UNITED STATES DISTRICT COURT FOR THE DISTRICT OF COLUMBIA

STRIKE 3 HOLDINGS, LLC,

Plaintiff,

v. Civil Action No. 25-365 (TJK) JOHN DOE subscriber assigned IP address 216.15.14.70,

Defendant.

MEMORANDUM OPINION

Before the Court is Plaintiff’s Motion for Leave to Serve a Third-Party Subpoena Prior to

a Rule 26(f) Conference. ECF No. 5. For the reasons below, the Court will grant the motion.

I. Factual Background

Plaintiff Strike 3 Holdings, LLC owns the rights to certain adult entertainment films. ECF

No. 1 (“Compl.”) ¶ 2. Strike 3 alleges that Defendant, currently identified as John Doe subscriber

assigned IP address 216.15.14.70, has been downloading and distributing these films using a

BitTorrent protocol in violation of the Copyright Act, 17 U.S.C. §§ 101 et seq. See Compl. ¶¶ 4-

6, 51–56. According to Strike 3, it has used geolocation technology to trace the IP address used

by Defendant to a physical address in the District of Columbia. Id. ¶ 9.

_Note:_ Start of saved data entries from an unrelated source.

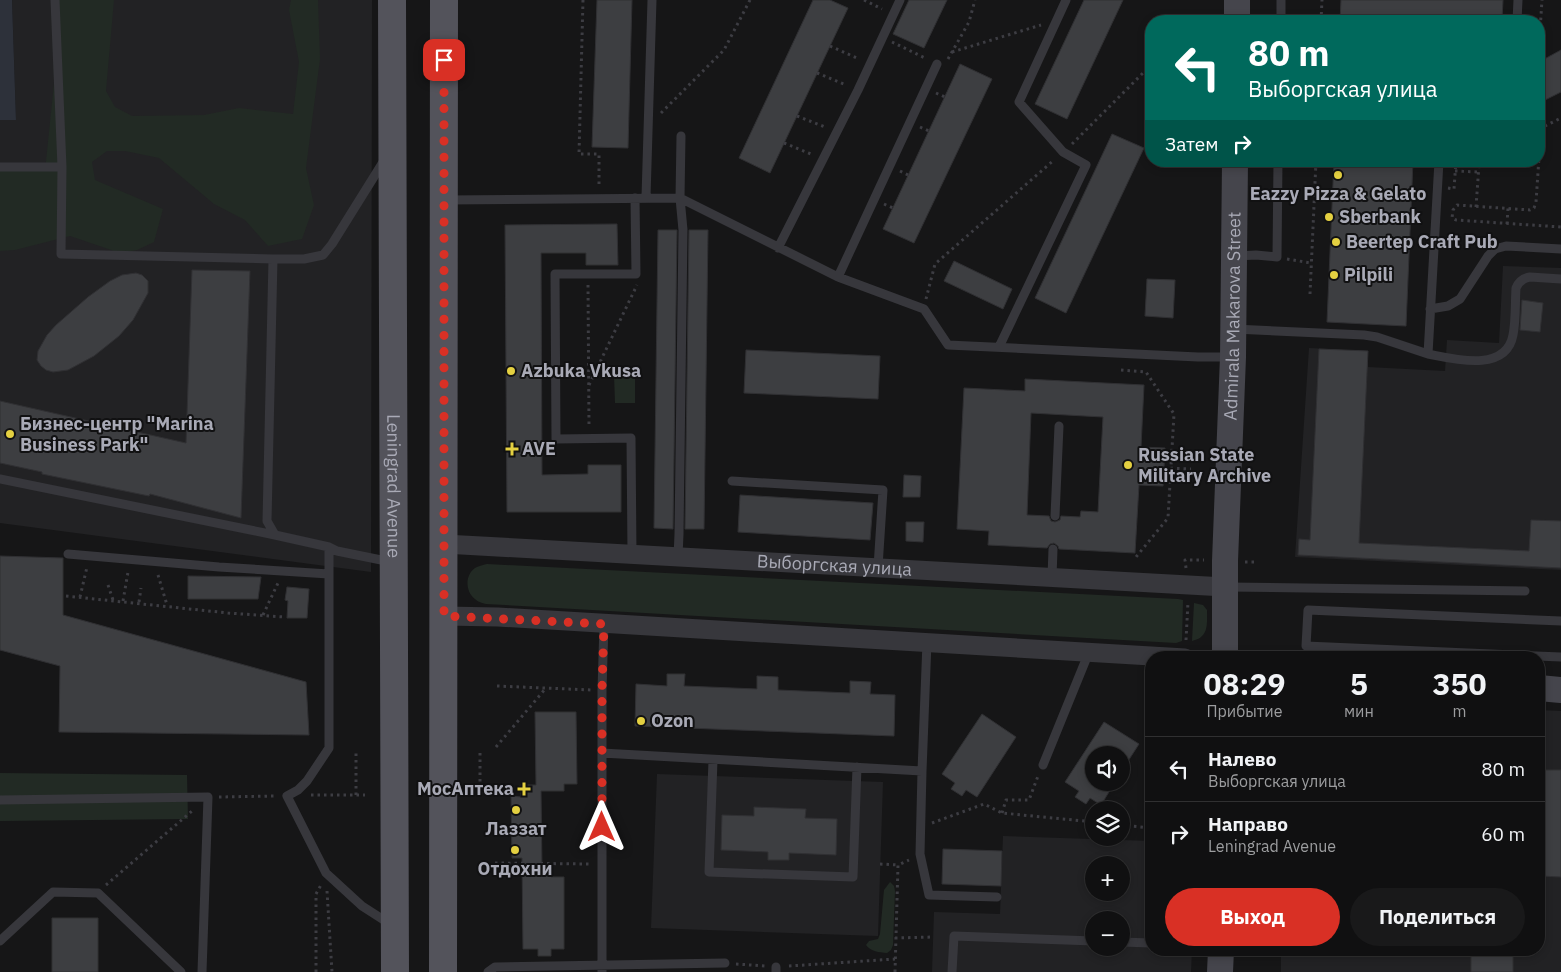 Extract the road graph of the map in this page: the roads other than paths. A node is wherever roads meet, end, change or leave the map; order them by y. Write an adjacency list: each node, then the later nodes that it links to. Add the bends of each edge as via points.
1 (55, 0): 17 (lane)
2 (392, 0): 15 (main road, Leningrad Avenue)
3 (444, 0): 24 (main road)
4 (652, 0): 21 (lane)
5 (900, 0): 25 (lane)
6 (1066, 0): 33 (lane, via 1019,102 1063,152 1086,164)
7 (1237, 0): 10 (street)
8 (1281, 0): 11 (lane)
9 (1518, 0): 12 (lane)
10 (1237, 15)
11 (1281, 15)
12 (1517, 15)
13 (937, 64): 29 (lane)
14 (681, 136): 23 (lane)
15 (393, 147): 28 (lane, via 323,255); 47 (main road, Leningrad Avenue)
16 (0, 167): 17 (lane)
17 (62, 167): 28 (lane, via 62,254)
18 (1235, 167): 27 (street, Admirala Makarova Street)
19 (1278, 167): 27 (lane, via 1277,257)
20 (1439, 167): 31 (lane)
21 (646, 197): 22 (lane); 23 (lane)
22 (636, 198): 24 (lane); 45 (lane, via 636,274 555,274 556,438 631,438)
23 (680, 198): 25 (lane); 46 (lane, via 683,230)
24 (443, 200): 41 (main road)
25 (778, 248): 29 (lane)
26 (1561, 249): 31 (lane, via 1506,246 1495,249 1460,299 1448,306)
27 (1234, 256): 32 (street, Admirala Makarova Street)
28 (273, 259): 40 (lane, via 267,521)
29 (838, 277): 33 (lane, via 924,308 948,345)
30 (1561, 279): 34 (lane, via 1530,277 1518,284 1512,340 1497,358 1476,360)
31 (1430, 309): 34 (lane)
32 (1233, 329): 34 (lane, via 1364,335); 35 (street, Admirala Makarova Street)
33 (999, 347): 35 (lane)
34 (1428, 354)
35 (1232, 357): 51 (street, Admirala Makarova Street)
36 (1059, 426): 39 (lane)
37 (0, 479): 40 (lane)
38 (732, 480): 48 (lane, via 883,490)
39 (1055, 516)
40 (275, 535): 42 (lane)
41 (444, 544): 45 (street, Выборгская улица); 53 (main road)
42 (329, 547): 47 (lane); 49 (lane)
43 (1053, 549): 50 (lane)
44 (68, 554): 49 (lane)
45 (632, 554): 46 (street, Выборгская улица)
46 (678, 557): 48 (street, Выборгская улица)
47 (394, 563): 72 (main road, Leningrad Avenue)
48 (878, 567): 50 (street, Выборгская улица)
49 (329, 574): 72 (lane, via 329,748 307,781 287,796 326,873 362,906)
50 (1052, 577): 51 (street, Выборгская улица)
51 (1225, 587): 52 (lane); 57 (street, Admirala Makarova Street)
52 (1525, 591)
53 (444, 616): 55 (street); 83 (main road)
54 (1561, 621): 58 (lane, via 1308,610 1306,646)
55 (604, 624): 56 (street); 65 (lane)
56 (927, 642): 59 (street); 69 (lane)
57 (1225, 651)
58 (1380, 651)
59 (1089, 652): 60 (street); 67 (lane)
60 (1145, 656)
61 (1545, 657): 62 (lane)
62 (1561, 657)
63 (1545, 689): 64 (street)
64 (1561, 690)
65 (602, 753): 66 (lane); 79 (lane)
66 (713, 760): 68 (lane); 68 (lane, via 709,872 853,877)
67 (1043, 765)
68 (857, 767): 69 (lane)
69 (922, 771): 71 (lane, via 920,854 929,895)
70 (0, 800): 81 (lane, via 208,798)
71 (997, 897)
72 (395, 927): 82 (main road, Leningrad Avenue)
73 (0, 941): 80 (lane, via 53,892 98,893)
74 (1085, 941): 85 (lane, via 954,936)
75 (1130, 942): 76 (lane)
76 (1145, 943)
77 (1220, 956): 86 (street)
78 (724, 963): 79 (lane)
79 (602, 969): 84 (lane, via 495,967)
80 (182, 972)
81 (202, 972)
82 (395, 972)
83 (443, 972)
84 (488, 972)
85 (952, 972)
86 (1220, 972)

Strike 3 moves for leave to file a third-party subpoena on Defendant’s internet service

provider (“ISP”) to “learn Defendant’s identity, investigate Defendant’s role in the infringement,

and effectuate service.” ECF No. 6 at 2. The subpoena, Strike 3 says, “will only demand the true

name and address of Defendant.” Id. at 3. And Strike 3 will use the information it receives only

to prosecute claims in its complaint. Id. II. Legal Standard

A party ordinarily “may not seek discovery from any source” before a conference under

Federal Rule of Civil Procedure 26(f) unless a “court order” permits such early discovery. Fed. R.

Civ. P. 26(d)(1). When a case “involve[s] as-yet-unknown defendants,” this kind of order is “the

only potential avenue for discovery.” Strike 3 Holdings, LLC v. Doe, 964 F.3d 1203, 1207 (D.C.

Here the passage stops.